Finally, and perhaps most fundamentally, all of the graduates assembled here today and, indeed, every one of us here today, are moving into an era in which deeply embedded notions of power and authority are going to be called into sharp relief.  For the past several decades, the dominant ideology of American society stressed that power lay in the market, in the invisible hand that rewarded hard work and smart ideas.  We can argue, if you'd like, over a drink later, whether this was a correct or incorrect ideology.  We can debate whether it delivered positive or negative outcomes.  What is incontrovertible, though, is that this world view is gone, and that a new one is going to have to be created. 

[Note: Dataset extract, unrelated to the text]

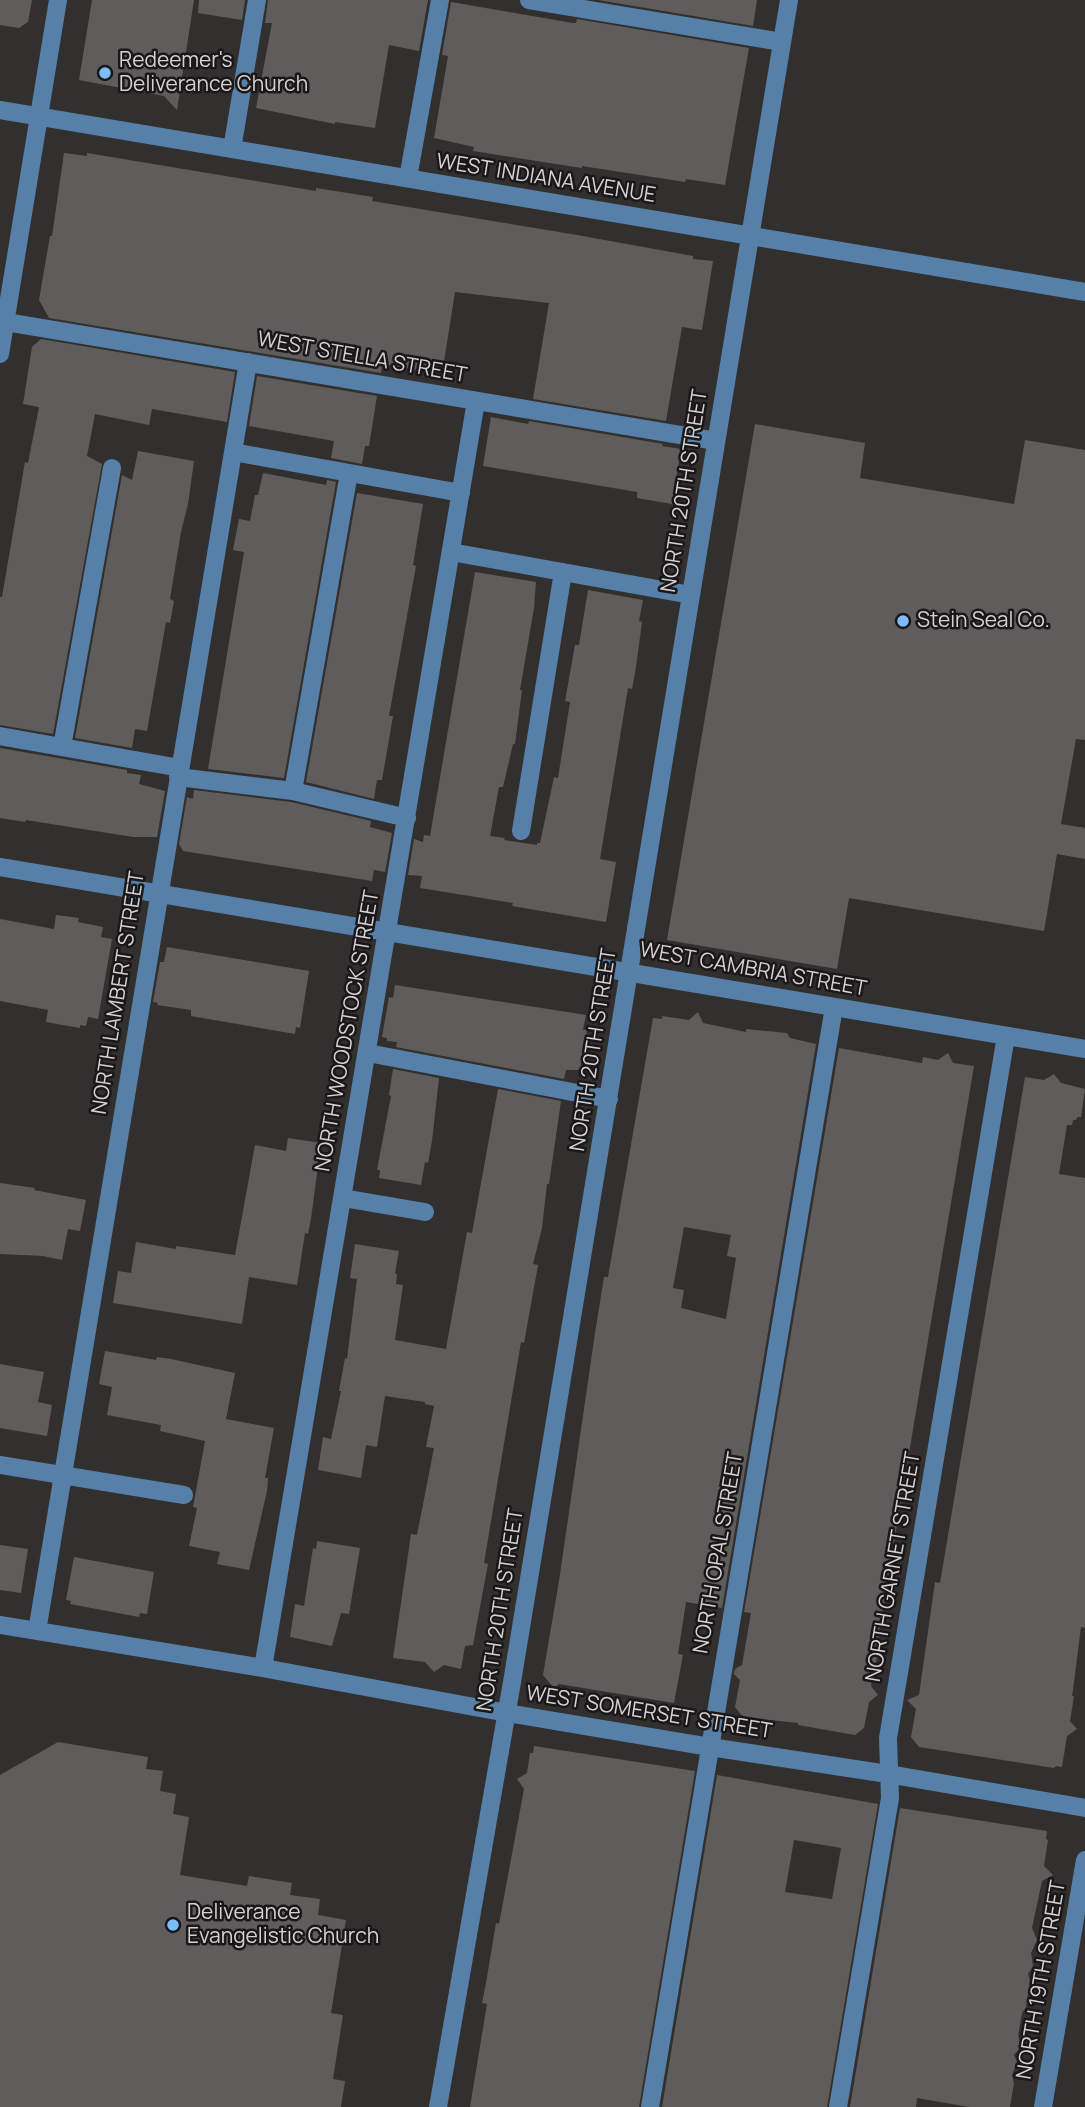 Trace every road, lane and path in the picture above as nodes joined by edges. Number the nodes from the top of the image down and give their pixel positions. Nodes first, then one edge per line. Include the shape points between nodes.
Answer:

In the process, we—you—are going to have to redefine how markets work and why they fail.  You are going to have to rethink the basic connection between business and government, between the power of the state and private industry.  You are going to have to reconceive the basic meanings of success and what it means to live in a prosperous society.  These are big tasks with even bigger implications.  Why shouldn't they be tackled and broached and ultimately solved by Barnard women? 

I graduated college in 1984.  It was a time of relative prosperity and political stability.  It was safe, but it was boring.  So I found myself, to my parents' shock, visiting Poland a lot in the mid-1980s, observing the rise of Solidarity and the embrace of democracy and market capitalism going on there.  And then I found myself in South Africa, watching, every year now since the mid-1990s, how this extraordinary country has dealt with the end of apartheid and the embrace of a truly multicultural identity.  In both of those countries, in both of those moments of time, I felt the sense of change, and I wanted to be part of it. 

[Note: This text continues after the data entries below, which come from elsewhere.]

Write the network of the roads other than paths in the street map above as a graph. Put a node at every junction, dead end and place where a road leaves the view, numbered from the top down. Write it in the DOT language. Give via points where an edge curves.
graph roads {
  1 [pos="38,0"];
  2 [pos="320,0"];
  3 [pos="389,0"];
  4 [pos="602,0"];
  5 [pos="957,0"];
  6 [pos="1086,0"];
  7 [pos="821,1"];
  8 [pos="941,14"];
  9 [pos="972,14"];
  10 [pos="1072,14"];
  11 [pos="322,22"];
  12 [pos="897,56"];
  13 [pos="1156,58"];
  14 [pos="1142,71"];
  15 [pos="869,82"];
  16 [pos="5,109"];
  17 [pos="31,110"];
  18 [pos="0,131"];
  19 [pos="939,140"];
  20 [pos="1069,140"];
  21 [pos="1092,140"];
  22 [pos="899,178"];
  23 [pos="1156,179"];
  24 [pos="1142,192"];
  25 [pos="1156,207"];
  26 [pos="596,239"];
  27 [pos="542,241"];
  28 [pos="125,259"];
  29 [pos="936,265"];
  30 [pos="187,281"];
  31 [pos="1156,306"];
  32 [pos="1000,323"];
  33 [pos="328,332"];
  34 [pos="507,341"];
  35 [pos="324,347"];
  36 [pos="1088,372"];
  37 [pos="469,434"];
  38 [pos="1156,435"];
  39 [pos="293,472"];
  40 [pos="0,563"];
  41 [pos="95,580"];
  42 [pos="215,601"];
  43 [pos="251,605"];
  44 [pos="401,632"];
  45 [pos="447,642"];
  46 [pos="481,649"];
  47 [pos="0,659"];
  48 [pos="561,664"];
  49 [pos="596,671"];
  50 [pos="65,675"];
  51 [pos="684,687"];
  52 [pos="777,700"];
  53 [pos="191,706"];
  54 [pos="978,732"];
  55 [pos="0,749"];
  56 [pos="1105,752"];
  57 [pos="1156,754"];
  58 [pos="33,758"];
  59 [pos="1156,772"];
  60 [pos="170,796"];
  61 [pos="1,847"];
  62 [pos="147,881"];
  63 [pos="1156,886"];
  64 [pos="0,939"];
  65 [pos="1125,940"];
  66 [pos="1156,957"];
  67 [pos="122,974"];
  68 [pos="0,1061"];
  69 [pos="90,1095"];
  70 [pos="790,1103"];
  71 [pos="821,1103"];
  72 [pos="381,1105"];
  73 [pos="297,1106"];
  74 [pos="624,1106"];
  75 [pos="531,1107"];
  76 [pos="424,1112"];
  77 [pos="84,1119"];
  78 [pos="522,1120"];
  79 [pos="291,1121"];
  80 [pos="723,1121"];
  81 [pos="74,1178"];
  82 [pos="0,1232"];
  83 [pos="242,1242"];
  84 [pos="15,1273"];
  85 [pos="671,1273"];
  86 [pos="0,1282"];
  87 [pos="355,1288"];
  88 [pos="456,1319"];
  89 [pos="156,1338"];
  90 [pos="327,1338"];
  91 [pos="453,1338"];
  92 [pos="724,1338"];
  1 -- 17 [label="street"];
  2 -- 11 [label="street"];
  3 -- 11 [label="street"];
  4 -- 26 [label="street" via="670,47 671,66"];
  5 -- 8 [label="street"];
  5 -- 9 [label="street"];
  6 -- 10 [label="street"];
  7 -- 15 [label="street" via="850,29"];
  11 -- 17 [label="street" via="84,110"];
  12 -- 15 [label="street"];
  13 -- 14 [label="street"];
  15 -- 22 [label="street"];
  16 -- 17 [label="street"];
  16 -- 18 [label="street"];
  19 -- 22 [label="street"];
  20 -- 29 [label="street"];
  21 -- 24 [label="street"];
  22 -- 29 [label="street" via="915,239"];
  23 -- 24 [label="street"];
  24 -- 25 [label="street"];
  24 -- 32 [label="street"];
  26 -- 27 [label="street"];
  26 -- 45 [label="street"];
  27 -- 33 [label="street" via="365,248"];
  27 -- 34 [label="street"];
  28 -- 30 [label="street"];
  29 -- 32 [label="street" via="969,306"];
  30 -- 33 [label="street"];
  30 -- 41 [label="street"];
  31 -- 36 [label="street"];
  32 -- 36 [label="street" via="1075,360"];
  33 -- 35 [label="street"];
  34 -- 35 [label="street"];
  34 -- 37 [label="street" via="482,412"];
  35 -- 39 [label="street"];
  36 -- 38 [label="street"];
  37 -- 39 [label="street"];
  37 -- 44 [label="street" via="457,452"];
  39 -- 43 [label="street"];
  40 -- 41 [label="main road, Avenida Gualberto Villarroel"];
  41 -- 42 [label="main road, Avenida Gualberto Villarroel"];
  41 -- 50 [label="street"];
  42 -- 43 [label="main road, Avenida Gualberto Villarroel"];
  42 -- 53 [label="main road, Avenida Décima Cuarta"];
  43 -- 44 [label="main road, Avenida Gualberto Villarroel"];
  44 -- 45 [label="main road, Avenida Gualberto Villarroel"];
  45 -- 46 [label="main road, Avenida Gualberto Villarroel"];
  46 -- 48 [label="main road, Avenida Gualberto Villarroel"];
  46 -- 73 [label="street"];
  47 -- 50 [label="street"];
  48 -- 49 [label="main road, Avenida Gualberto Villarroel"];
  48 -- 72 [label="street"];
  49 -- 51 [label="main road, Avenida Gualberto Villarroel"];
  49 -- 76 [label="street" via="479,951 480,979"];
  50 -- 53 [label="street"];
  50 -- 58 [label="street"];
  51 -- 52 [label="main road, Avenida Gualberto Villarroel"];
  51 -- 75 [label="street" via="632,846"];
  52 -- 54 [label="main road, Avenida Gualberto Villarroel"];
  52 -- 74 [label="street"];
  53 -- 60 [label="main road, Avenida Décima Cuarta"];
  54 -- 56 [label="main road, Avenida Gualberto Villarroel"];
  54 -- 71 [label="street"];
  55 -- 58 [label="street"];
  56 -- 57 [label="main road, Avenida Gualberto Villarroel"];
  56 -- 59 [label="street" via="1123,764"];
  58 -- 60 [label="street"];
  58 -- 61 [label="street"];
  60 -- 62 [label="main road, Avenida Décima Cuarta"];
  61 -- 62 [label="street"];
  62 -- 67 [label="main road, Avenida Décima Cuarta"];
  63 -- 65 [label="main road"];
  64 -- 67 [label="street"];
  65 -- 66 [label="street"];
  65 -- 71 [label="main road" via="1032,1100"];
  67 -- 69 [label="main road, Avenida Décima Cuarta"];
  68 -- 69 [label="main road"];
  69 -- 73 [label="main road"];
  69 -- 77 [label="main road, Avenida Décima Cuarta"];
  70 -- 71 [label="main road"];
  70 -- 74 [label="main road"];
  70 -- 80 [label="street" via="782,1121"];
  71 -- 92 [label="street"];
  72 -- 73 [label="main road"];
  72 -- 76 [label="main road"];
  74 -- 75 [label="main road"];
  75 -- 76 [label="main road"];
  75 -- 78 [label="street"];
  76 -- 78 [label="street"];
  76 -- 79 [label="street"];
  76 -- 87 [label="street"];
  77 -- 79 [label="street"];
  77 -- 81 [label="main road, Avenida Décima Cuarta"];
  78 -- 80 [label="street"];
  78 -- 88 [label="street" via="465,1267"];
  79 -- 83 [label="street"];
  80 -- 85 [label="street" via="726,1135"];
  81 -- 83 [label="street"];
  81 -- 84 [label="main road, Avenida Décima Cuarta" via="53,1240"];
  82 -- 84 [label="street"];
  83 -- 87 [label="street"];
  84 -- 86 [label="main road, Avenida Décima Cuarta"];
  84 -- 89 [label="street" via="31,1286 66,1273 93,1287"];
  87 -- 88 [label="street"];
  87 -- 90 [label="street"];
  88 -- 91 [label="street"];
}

I hadn't felt that sense until November 4th in this country, when, like most of you, I joined the crowds on Broadway and confessed to my son that I had never experienced anything like that night in my life in this country, because what I felt and I saw on Broadway was what I had felt earlier in Poland and in South Africa:  a sense of change; a palpable sense of possibility, of turning, as our speaker today so clearly embodies, the impossible into the real. 

Very few generations have the luck to come of age during a massive inflection point in history, during a time when things move so quickly you can actually see them, and when individuals have the opportunity to change not only the course of their own lives but the course of the world around them.  This time, your time, is one of those moments.  Seize it.

On behalf of the trustees, faculty and administration of Barnard College, I congratulate you, the class of 2009.